行く先を見て決めるべき物

「ま、一先ずは安心してください。残るにしても私の権限で我々が戻るまでの間はちゃんと生活出来るようにしますし、その後に何も無ければまた同じように連れていきます。バチカルでうまく事が運べば後は謡将達についてに残る外殻大地をどうするかが主な問題になるくらいですからね」
「・・・はい、分かりました・・・」
それで話はこれでいいだろうとばかりに冷やかでいて淡々とまとめていくジェイドにティアは力なく頷くのだが、周りの面々は何とも言いがたそうな表情を各々浮かべていた。こういう時にまず間違いなく怖じ気付くなと言うだろうナタリアまでもだ。

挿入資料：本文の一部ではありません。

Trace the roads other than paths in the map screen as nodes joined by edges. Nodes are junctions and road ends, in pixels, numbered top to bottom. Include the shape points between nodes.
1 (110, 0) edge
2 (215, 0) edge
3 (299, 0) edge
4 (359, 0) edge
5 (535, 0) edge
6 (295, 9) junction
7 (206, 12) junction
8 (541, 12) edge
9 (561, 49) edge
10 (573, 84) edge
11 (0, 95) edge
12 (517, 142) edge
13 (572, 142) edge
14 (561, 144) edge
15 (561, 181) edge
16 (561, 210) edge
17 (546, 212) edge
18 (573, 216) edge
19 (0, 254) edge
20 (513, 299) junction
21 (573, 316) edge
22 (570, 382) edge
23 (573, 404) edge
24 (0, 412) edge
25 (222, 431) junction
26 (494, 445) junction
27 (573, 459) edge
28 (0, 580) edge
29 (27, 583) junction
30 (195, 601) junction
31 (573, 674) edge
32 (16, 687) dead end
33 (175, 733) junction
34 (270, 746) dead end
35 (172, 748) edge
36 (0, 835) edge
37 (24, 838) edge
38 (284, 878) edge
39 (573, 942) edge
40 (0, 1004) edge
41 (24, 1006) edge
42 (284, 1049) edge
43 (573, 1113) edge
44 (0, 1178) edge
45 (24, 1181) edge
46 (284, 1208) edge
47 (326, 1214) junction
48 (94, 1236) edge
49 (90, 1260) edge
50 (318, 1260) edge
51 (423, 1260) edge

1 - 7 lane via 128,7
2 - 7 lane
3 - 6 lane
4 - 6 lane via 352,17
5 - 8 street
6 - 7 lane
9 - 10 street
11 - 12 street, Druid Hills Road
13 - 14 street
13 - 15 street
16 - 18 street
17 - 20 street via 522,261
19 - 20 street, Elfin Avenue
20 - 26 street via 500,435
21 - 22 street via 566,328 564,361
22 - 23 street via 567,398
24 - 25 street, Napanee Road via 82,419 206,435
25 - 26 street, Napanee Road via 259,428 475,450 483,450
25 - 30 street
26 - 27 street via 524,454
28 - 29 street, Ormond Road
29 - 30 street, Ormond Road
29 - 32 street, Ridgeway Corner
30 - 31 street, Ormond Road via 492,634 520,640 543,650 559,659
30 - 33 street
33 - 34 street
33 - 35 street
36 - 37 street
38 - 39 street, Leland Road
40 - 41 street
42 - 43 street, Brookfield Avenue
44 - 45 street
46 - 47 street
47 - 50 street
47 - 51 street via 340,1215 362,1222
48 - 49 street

(『・・・多分っつーかナタリア達はジェイドの話の中身より、雰囲気に押されてるよな・・・口調だとか怒ってるみたいな感じを出してるって分かりやすく見えるようなことをしちゃいないけど、有無を言わせない雰囲気みたいなのは分かるしよ・・・』)
(だろうな・・・というかジェイドも今のローレライに対する警戒心を見て、真剣に連れていく気になれなかったからナタリア達に反論させないよう敢えてこんな風に話をしたんだろうって思うよ・・・)
そんな中で端から見ていたルーク達はそのやり取りがティアもそうだが、ナタリア達に向けた物であるのだと話し合う。それだけジェイドからしたなら自分の発言に反対してほしくない、ティアをここに置いていきたいという気持ちが伝わってきたと。
(『しかしジェイドがあんな風に言うっていうのがな・・・それだけあのティアに対して意外だったってのもあるけど、腹に据えかねたって気持ちがあったんだろうな・・・』)
(だと思うよ・・・あそこまでジェイドの声色が冷たくなったのって覚えてる限りでもそんなないし、ティアがあそこまで身勝手だったのがやっぱり響いてるんだろうな・・・)
だがそこまでさせたのはティアであり、それだけジェイドを不快にしたということにある・・・その事にルーク達もまた改めて相当の事だったのだと口にしあう。二人もまたそこにある想いがどれだけの物かを感じたためにだ。
(『つーか圧されたって部分もあんだろうけど、全く自分も行くって返してこなかったな・・・そこんとこがまたなんつーか・・・』)
(その辺りは後でアルビオールの中で話をしよう。まずティアの態度に関して話題になるだろうからその時にな)
(『・・・そうだな。その時の話を聞くか』)
ただそのまま続くかと思われた話だが、ルークが一先ず終わろうといったように口にした言葉に『ルーク』も了承を返す。後で話題になるだろうからと。


















・・・そうしてピオニーやイオン達も交えて話をし、ティアはそのまま残るといった形になってルーク達はグランコクマを後にした。やはり自分も行くだとかそういった躊躇の素振りなど全く見受けられないまま、視線も合わせない形で見送ることもなくだ。

そういった態度に各々が各々表情を変えたまま、アルビオールに乗り込み空へと飛び立った。






「・・・ねぇ、大佐・・・本当にティア、あんな風にして良かったんですか・・・?」
「良かったかも何も本人が聞けば怒りを浮かべるでしょうが、彼女を無理矢理にでも連れていった所で我々の足手まといになるオチ以外見えませんでしたし、私個人としてはもう彼女のご機嫌取りをする気には到底なれません。なのに自身の要望を通そうとする意志だけは一人前以上に立派ですからね・・・そんな彼女の希望を出来るだけ掬いとって差し上げたのですし、この場だから言えることとして彼女がいて何か得になるような事など無いでしょう?」
「それは、否定出来ないですけど・・・」
・・・それでアルビオールの中になりアニスがおずおずとジェイドに問い掛けを向けるが、ティアに対して一切暖かみを見せることのない返しに何とも言いがたげにしながらも肯定を返す。アニスとしても決してティアの態度は心地よくなかったと。